The night opened with a beautiful introduction by Jeffrey’s sister, Jacqui. She stood on stage, not being much taller than five feet, she barely reached up to the microphone, her face shrouded in darkness by the big, black, straw hat that surrounded her head. She spoke of her brother in such a loving manner, it flowed through her teeth and lips like only the bond of family could really achieve. Tears welled in her eyes as she stared out into the crowd. I imagine she felt overwhelmed as she stared at all the glowing faces, waiting for her next words to hit the air.

The night officially started off with a Mr. Gabriel Hart and His Upset Black Guitar. He stood on stage with simply his guitar and a great gleaming shine in his eyes. The first stroke of the strings and a wonderful earthy twang was released. I couldn’t help but find myself nodding my head along to it, wanting to feel the guitar possess me and rattle my limbs. He sang of love, suffering, enemies, heartbreak and lastly but certainly not least, he sang of secret fires, one of Jeffrey’s songs and probably one of my all time favorites. Jacqui joined him in the background beating away on a tom-tom drum, echoing the sounds of the old west. The two fit together almost perfectly in their primal desperation, it was true to the original.

Photo by Leon Catfish

Next up was the Guilty Hearts, a three-piece band covered in the raw and primal fuzzed out tones of rock n’ roll, covered so much they were dripping in the stuff. They had honored their whole set that night to Jeffrey and his band, each song done in true memory and spirit to its creator. A pause broke amongst the beautiful chaotic noise and there I was at the front of the stage, awe struck, I noticed on stage next to those guiltiest of hearts, was one of Jeffrey’s jackets, hanging there with the ghost of his memory still lingering in it. Before the next song begun, I signaled my friend Edgar up close to me, he was one of the guitarists in the band. I asked him if I could simply touch that, what was to me, the jacket of all jackets and he said, “go for it!” I rocketed up stage, smirking like an overwhelmed schoolgirl meeting her all time favorite pop star and before I knew it, the music took me in and shook me inside out. I began dancing around the jacket like some sort of voodoo queen conjuring up spirits and then it all began. My other friend, Leon, the singer of the band, beckoned me up to the microphone and there I was, overly shy and somewhat self-conscious, little Christine, singing! To this day I still can’t believe it but the rush of it all, the intense feeling of some sort of belonging overwhelmed me. As the set finally came to its end, I snuck back off stage and into the shadows, simply enjoying the last lingering moments of my first and last singing frenzy.

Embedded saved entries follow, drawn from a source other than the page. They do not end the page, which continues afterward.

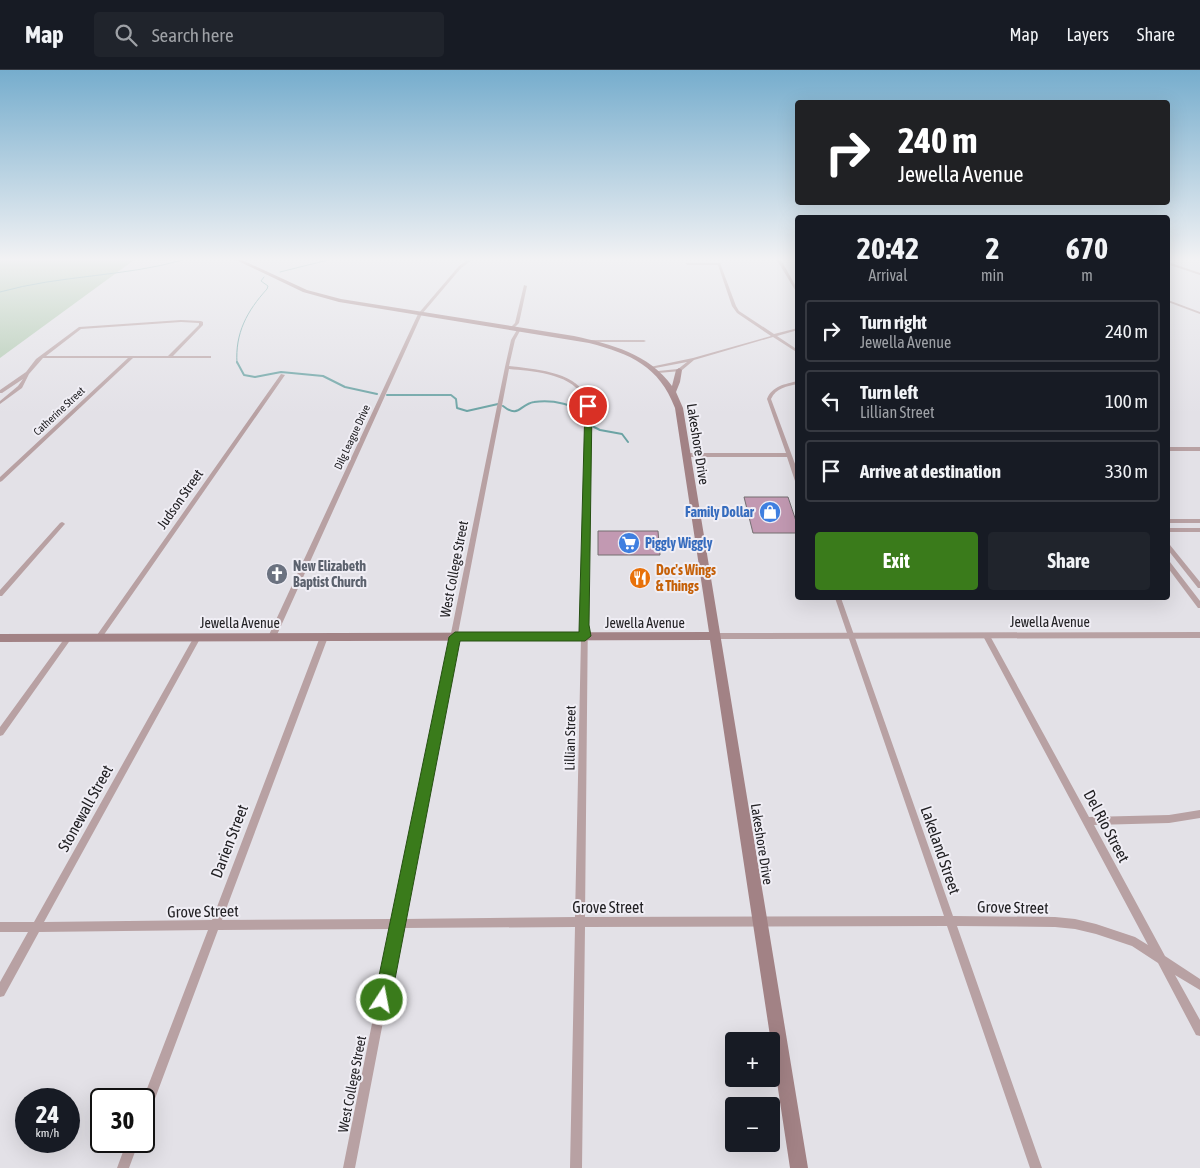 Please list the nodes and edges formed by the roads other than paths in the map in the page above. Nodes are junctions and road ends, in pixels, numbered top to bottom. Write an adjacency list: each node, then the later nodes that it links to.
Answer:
1 (403, 311): 5 (main road, Lakeshore Drive)
2 (422, 311): 5 (street, Dilg League Drive)
3 (519, 311): 6 (street, West College Street)
4 (738, 311): 8 (street)
5 (420, 314): 6 (main road, Lakeshore Drive); 53 (street, Dilg League Drive)
6 (516, 329): 10 (main road, Lakeshore Drive); 19 (street, West College Street)
7 (795, 331): 8 (street)
8 (775, 336): 11 (street); 16 (street)
9 (644, 341): 10 (street)
10 (618, 344): 21 (main road, Lakeshore Drive)
11 (795, 350)
12 (41, 357): 13 (street); 14 (street); 22 (street)
13 (132, 357): 14 (street); 33 (street, Catherine Street)
14 (169, 357): 15 (street)
15 (209, 357)
16 (694, 359): 17 (street); 20 (street)
17 (675, 362): 18 (street); 20 (street)
18 (668, 363): 20 (street); 21 (street)
19 (507, 367): 46 (street, Lillian Street); 55 (street, West College Street)
20 (681, 368): 21 (street); 25 (main road)
21 (655, 370): 25 (main road, Lakeshore Drive)
22 (28, 373): 26 (street); 27 (street)
23 (283, 375): 51 (street, Judson Street)
24 (795, 383): 31 (street)
25 (673, 391): 30 (main road, Lakeshore Drive)
26 (0, 392)
27 (0, 403)
28 (1170, 449): 29 (street)
29 (1200, 449)
30 (686, 455): 31 (street); 47 (main road, Lakeshore Drive)
31 (788, 455): 32 (street)
32 (795, 474)
33 (0, 480)
34 (1170, 521): 35 (street)
35 (1200, 521)
36 (62, 524): 42 (street)
37 (1170, 530): 38 (street)
38 (1200, 530)
39 (1170, 548): 41 (street)
40 (1170, 567): 44 (street)
41 (1200, 586)
42 (0, 594)
43 (839, 600): 48 (street, Lakeland Street)
44 (1200, 606)
45 (1200, 635): 49 (street, Jewella Avenue)
46 (585, 636): 47 (main road, Jewella Avenue); 55 (main road, Jewella Avenue); 61 (street, Lillian Street)
47 (714, 636): 48 (street, Jewella Avenue); 62 (main road, Lakeshore Drive)
48 (851, 636): 49 (street, Jewella Avenue); 60 (street, Lakeland Street)
49 (987, 636): 59 (street, Del Rio Street)
50 (69, 637): 51 (main road, Jewella Avenue); 56 (main road, Jewella Avenue); 57 (street)
51 (99, 637): 52 (main road, Jewella Avenue)
52 (196, 637): 53 (main road, Jewella Avenue); 66 (street, Stonewall Street)
53 (272, 637): 54 (main road, Jewella Avenue)
54 (324, 637): 55 (main road, Jewella Avenue); 63 (street, Darien Street)
55 (455, 637): 64 (street, West College Street)
56 (0, 638)
57 (0, 732)
58 (1200, 814): 59 (street)
59 (1087, 821): 67 (street, Del Rio Street)
60 (950, 921): 62 (street, Grove Street); 67 (street, Grove Street); 77 (street, Lakeland Street)
61 (581, 922): 62 (street, Grove Street); 64 (street, Grove Street); 75 (street, Lillian Street)
62 (760, 922): 76 (main road, Lakeshore Drive)
63 (215, 925): 64 (street, Grove Street); 66 (street, Grove Street); 71 (street, Darien Street)
64 (397, 925): 74 (street, West College Street)
65 (0, 927): 66 (street, Grove Street)
66 (36, 927): 69 (street, Stonewall Street)
67 (1162, 961): 68 (street, Grove Street); 70 (street, Del Rio Street)
68 (1200, 985)
69 (0, 992)
70 (1200, 1031)
71 (153, 1088)
72 (129, 1153): 73 (street)
73 (123, 1168)
74 (349, 1168)
75 (576, 1168)
76 (799, 1168)
77 (1036, 1168)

As the night came to its close, I had the pleasure of meeting Jeffrey’s sister, Jacqui. I gushed and spilled to her the meaning of her brother’s music to me and I could see in her facial expression how much she appreciated that. Her eyes gleamed with tears and she responded to me with a hug and a thank you. After that I really had lost all other words and simply smiled back at her and then we were on our separate ways.

Jeffrey Lee Pierce had died when I was only nine years old, before I even knew his music, but I can relate to so many of his lyrics, his love, sorrow, desperation and understanding of his roots, that I will remember that night for a long while to come. It meant so much for me to be able to make even some kind of impact on others that where there to remember him too, despite how small it even might have been. The memory of that night will forever linger in the back of my mind, like the stars disappearing into the dusk’s embrace, always waiting to return once again.